(Stored data)
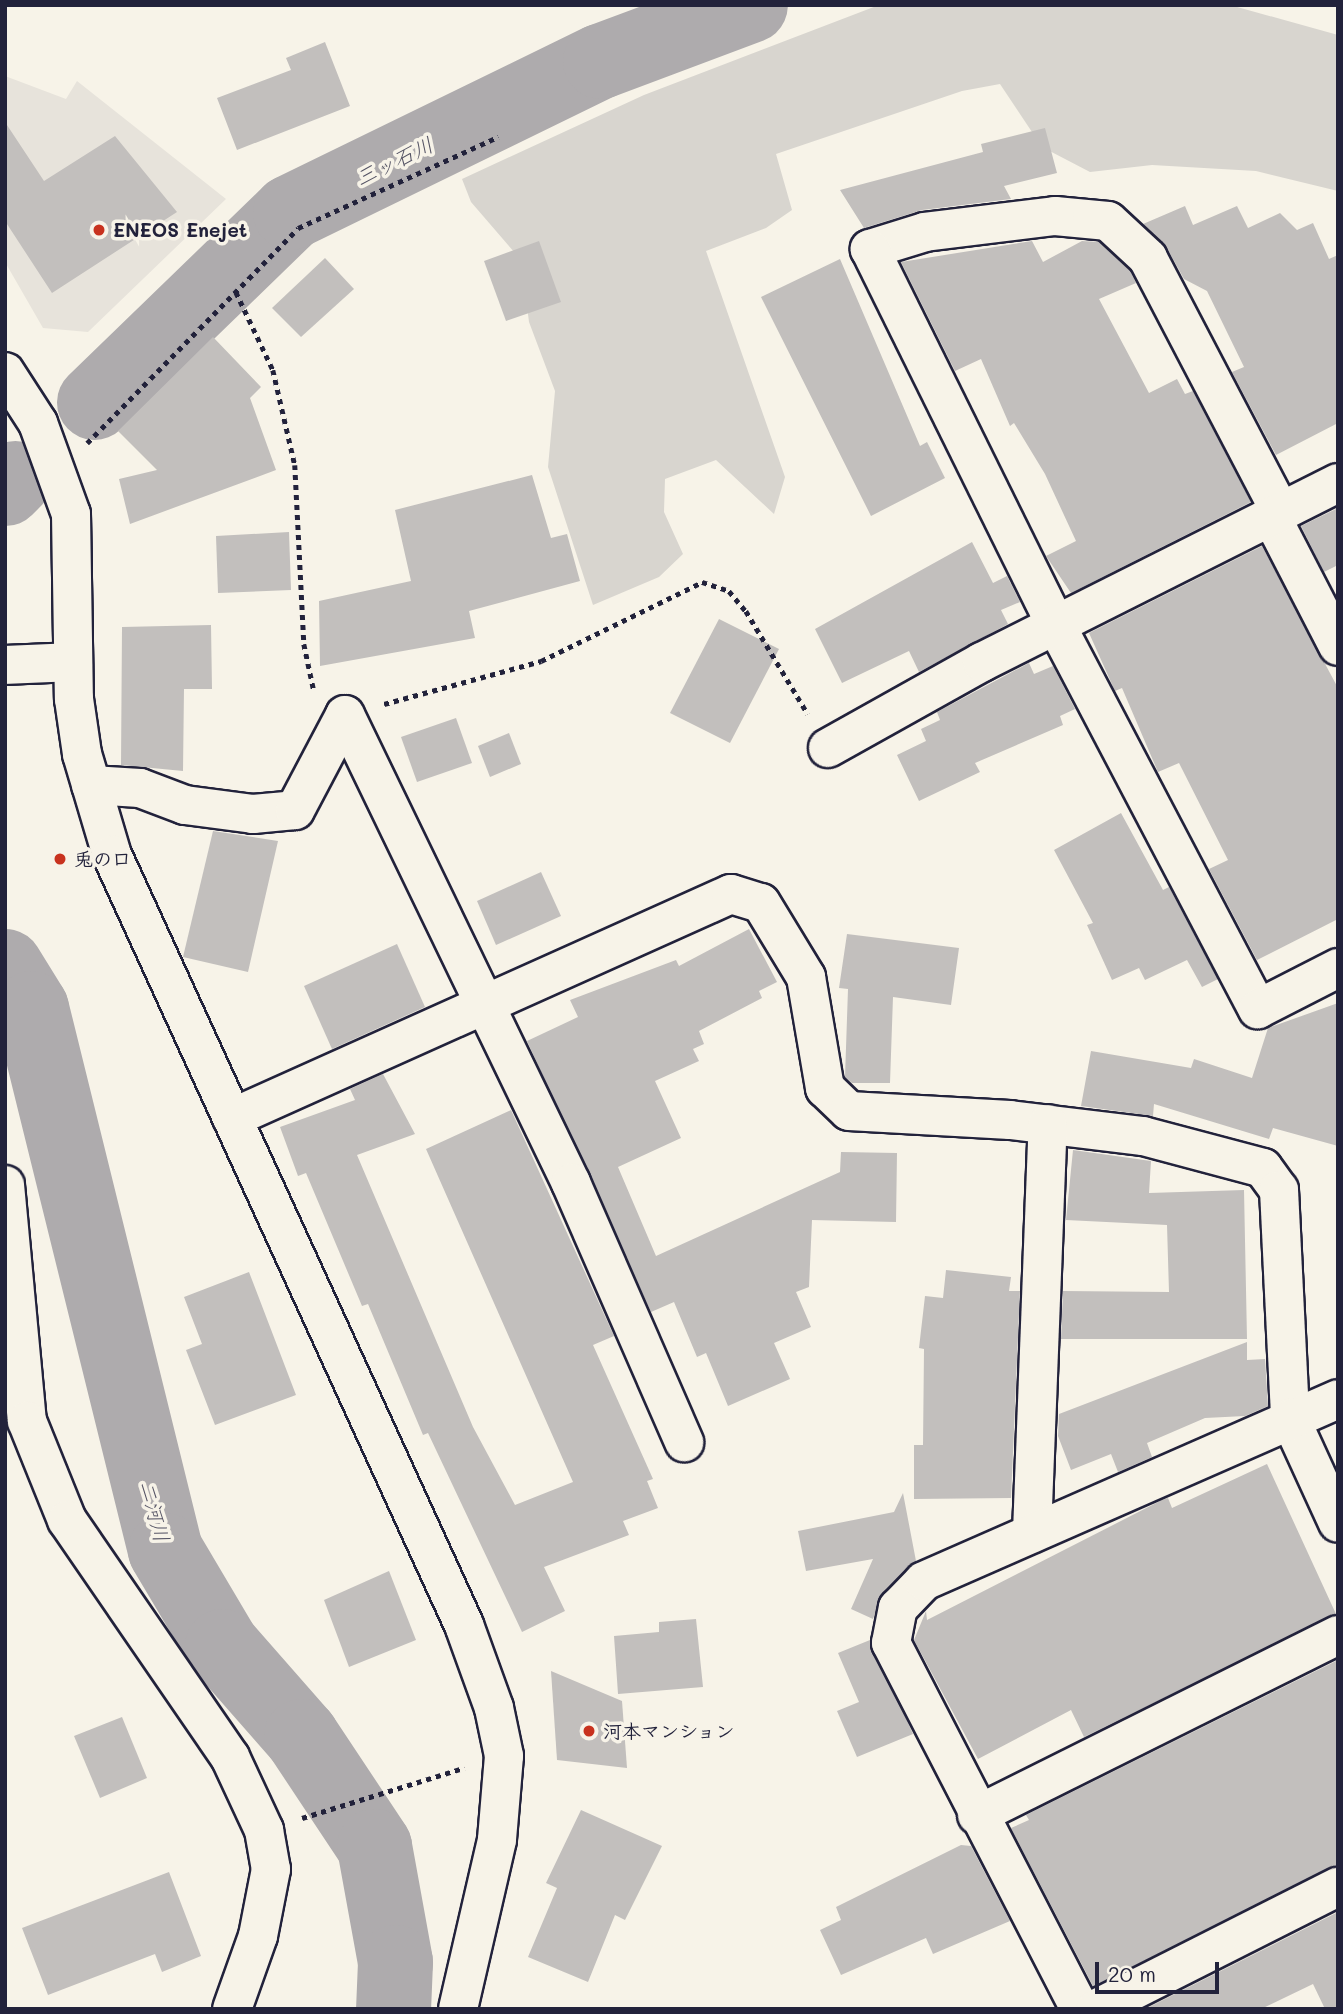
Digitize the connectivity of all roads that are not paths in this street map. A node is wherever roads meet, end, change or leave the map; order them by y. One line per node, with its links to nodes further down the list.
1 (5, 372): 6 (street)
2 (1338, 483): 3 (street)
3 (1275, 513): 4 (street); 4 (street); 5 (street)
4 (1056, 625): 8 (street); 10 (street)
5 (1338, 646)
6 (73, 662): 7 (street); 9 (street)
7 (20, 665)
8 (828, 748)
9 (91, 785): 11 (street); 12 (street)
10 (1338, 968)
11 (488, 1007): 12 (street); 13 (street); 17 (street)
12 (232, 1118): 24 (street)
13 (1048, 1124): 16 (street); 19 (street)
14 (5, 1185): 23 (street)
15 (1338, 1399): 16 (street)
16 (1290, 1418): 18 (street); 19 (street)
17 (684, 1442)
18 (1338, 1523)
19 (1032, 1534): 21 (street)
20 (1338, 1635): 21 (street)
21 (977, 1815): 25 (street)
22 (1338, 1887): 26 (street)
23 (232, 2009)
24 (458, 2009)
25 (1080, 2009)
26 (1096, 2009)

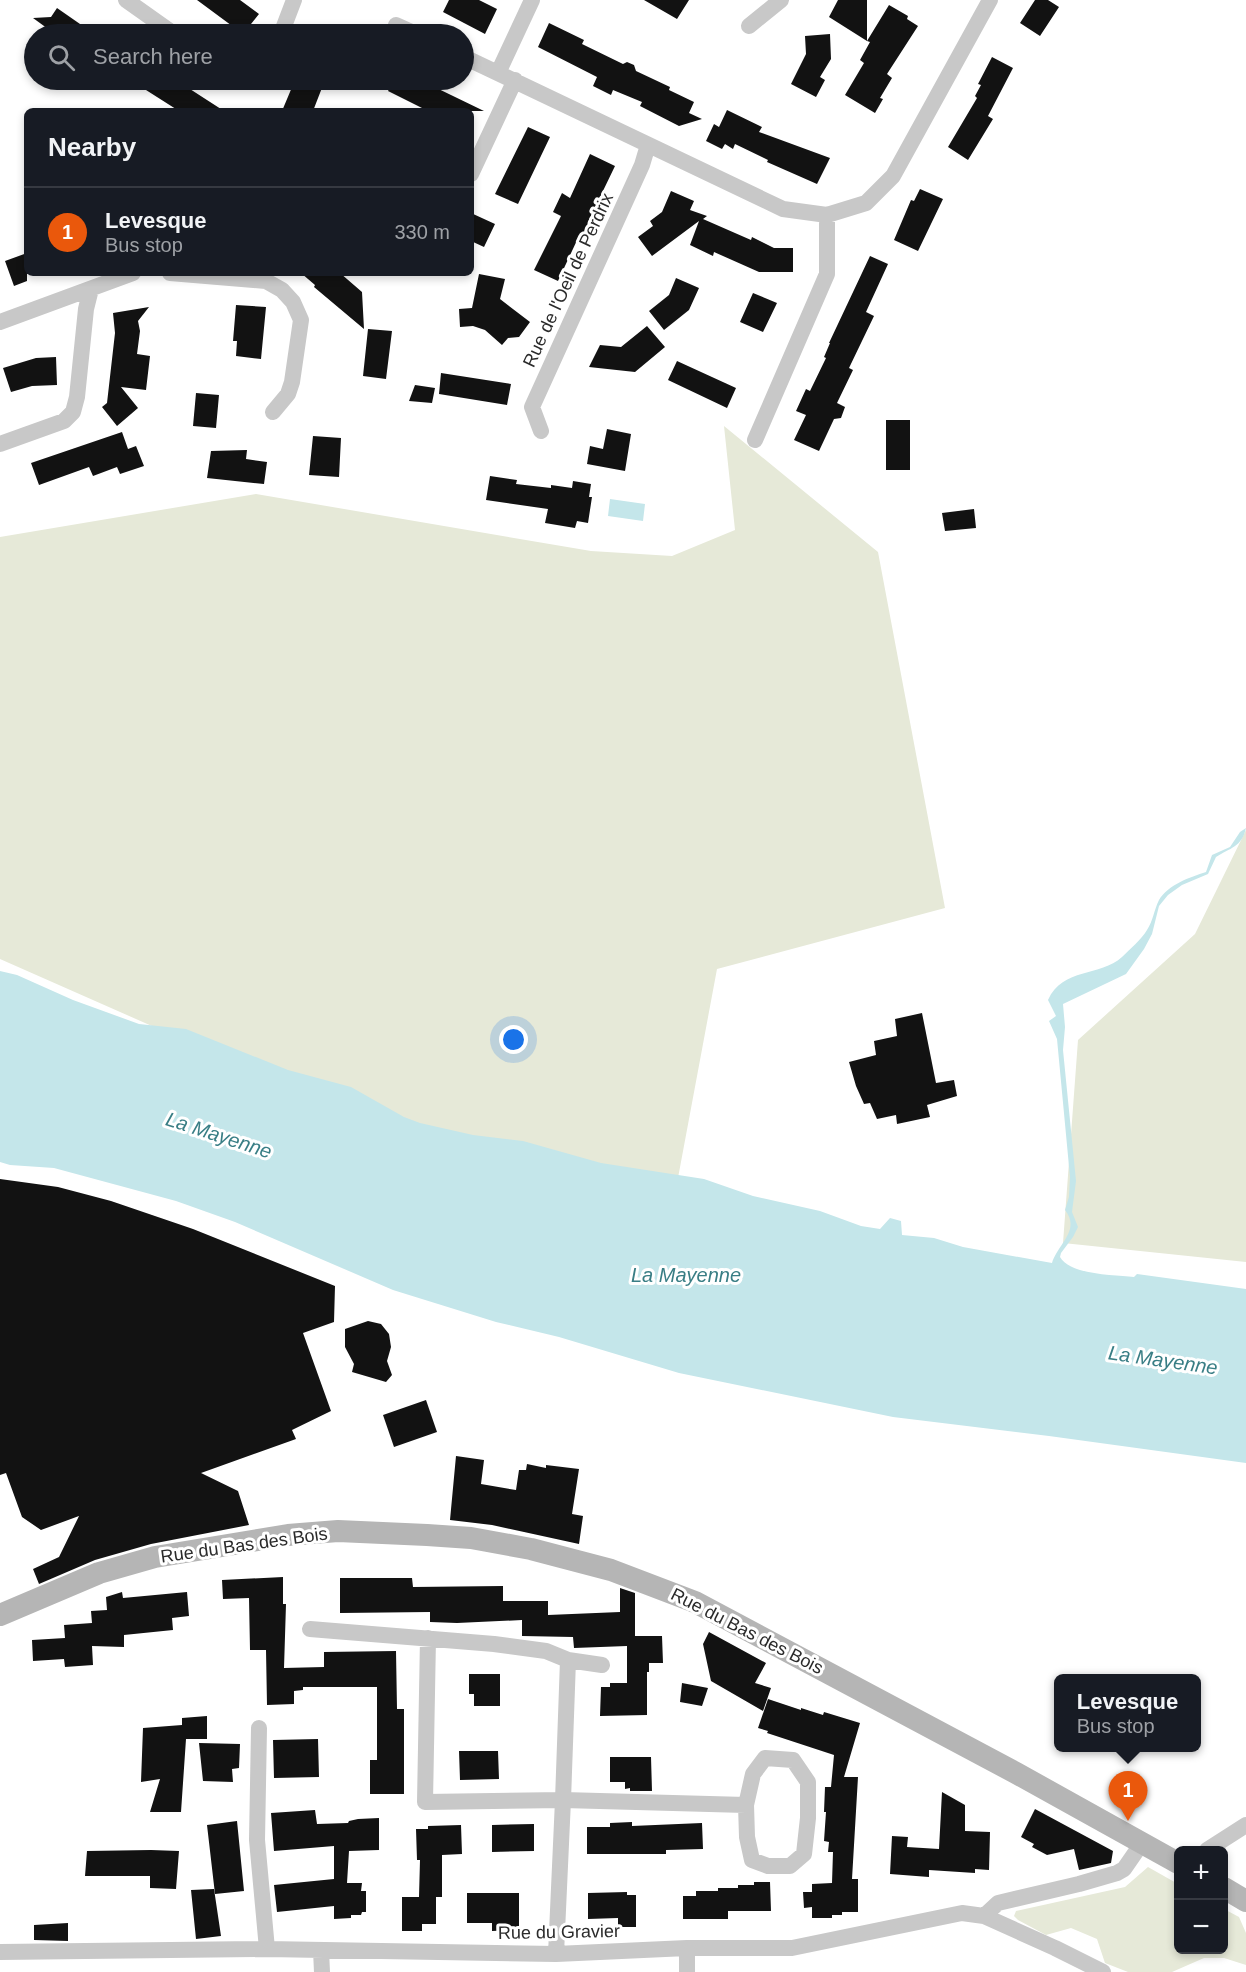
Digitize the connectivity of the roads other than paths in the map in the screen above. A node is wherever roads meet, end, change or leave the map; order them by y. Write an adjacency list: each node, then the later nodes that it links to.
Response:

* ACTIVITY *
Retype all the data exactly, please, without pictures.

* REPLY *
Digitize the connectivity of all roads that are not paths in this street map. A node is wherever roads meet, end, change or leave the map; order them by y. One line per node, with its links to nodes further down the list.
1 (5, 372): 6 (street)
2 (1338, 483): 3 (street)
3 (1275, 513): 4 (street); 4 (street); 5 (street)
4 (1056, 625): 8 (street); 10 (street)
5 (1338, 646)
6 (73, 662): 7 (street); 9 (street)
7 (20, 665)
8 (828, 748)
9 (91, 785): 11 (street); 12 (street)
10 (1338, 968)
11 (488, 1007): 12 (street); 13 (street); 17 (street)
12 (232, 1118): 24 (street)
13 (1048, 1124): 16 (street); 19 (street)
14 (5, 1185): 23 (street)
15 (1338, 1399): 16 (street)
16 (1290, 1418): 18 (street); 19 (street)
17 (684, 1442)
18 (1338, 1523)
19 (1032, 1534): 21 (street)
20 (1338, 1635): 21 (street)
21 (977, 1815): 25 (street)
22 (1338, 1887): 26 (street)
23 (232, 2009)
24 (458, 2009)
25 (1080, 2009)
26 (1096, 2009)

Digitize the connectivity of the roads other than paths in the map in the screen above. A node is wherever roads meet, end, change or leave the map; order them by y. Write an adjacency list: each node, then the later nodes that it links to.
Response:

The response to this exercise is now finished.